Now after you get squeezed by your insurance company, along comes a roofer saying he'll save your deductible and might even toss in a better shingle and some money back. Well, I've been around the sun almost 54 times and I haven't seen the inside of a pokey since I was 18, when I failed to pay a parking ticket. My girlfriend had to drive my big 460 F-250 pick up with a broken power steering unit to her parents house to get the bail money. My tickets get paid now. That was 1980.

Seriously, if you don't replace the metal edge, don't bill the insurance for it. Nor anything else fraudulent. Two wrongs don"t  make a right.

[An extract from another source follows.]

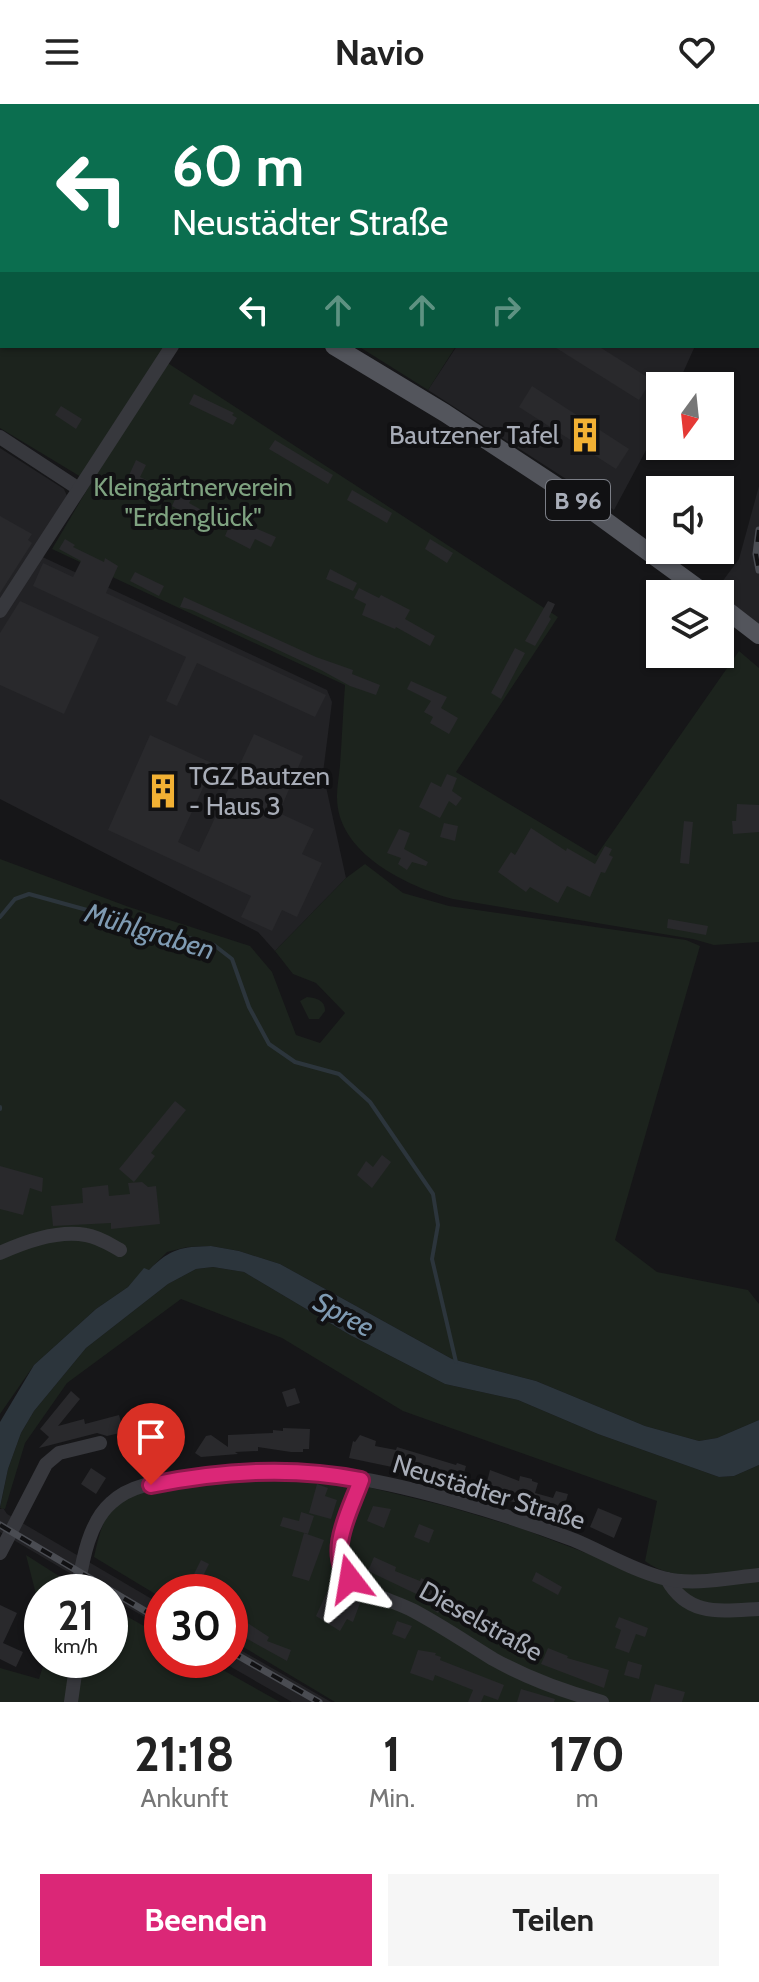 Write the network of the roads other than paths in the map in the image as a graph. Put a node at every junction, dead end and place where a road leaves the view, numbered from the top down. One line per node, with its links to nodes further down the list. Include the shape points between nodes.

Remember that if someone will steal, they will steal from you too. Would you want that false billing carpetbagger finding your wallet. You may not know where the line is but you know when you've crossed it.

Bargaining for a better job, getting referral fees, and better warranties are all fair game but false invoices to an insurance company can translate into wire fraud, mail fraud, or just plain old fraud, the kind your bootlegging carpetbagging slave owning fifth cousin five times removed used to do.

Do you know why they call it the pokey?

Jon Alan Wright
Jon Wright Roofing, Siding, and Windows
1915 Peters Rd., Suite 310
Irving, TX 75061
972.251.1818 Office
214.718.3748 Cell
972.554.8090 Fax
    Follow jwrightroofing on Twitter

1 comment:

nat said...

Insurance companies aren't cheap. They are just replacing one crappy roof with another crappy roof. Besides, they don't care because they make their money no matter what.
And most roofers don't care, or they are too stupid to know better. Otherwise, the improperly installed roof would be the exception instead of the rule.

GAF promotes its master elite program by claiming less than 3% of roofing contractors qualify. The irony is that much less than 3% of the residential market is willing to pay what it takes to support a master elite roofer.

Are you going to continue to promote the gimmicky "lifetime shingle" and incur the cost necessary to be a master elite roofer and not get paid for it?

The only thing that is going to change things is for roofers to care and get paid for it. Unfortunately, few care.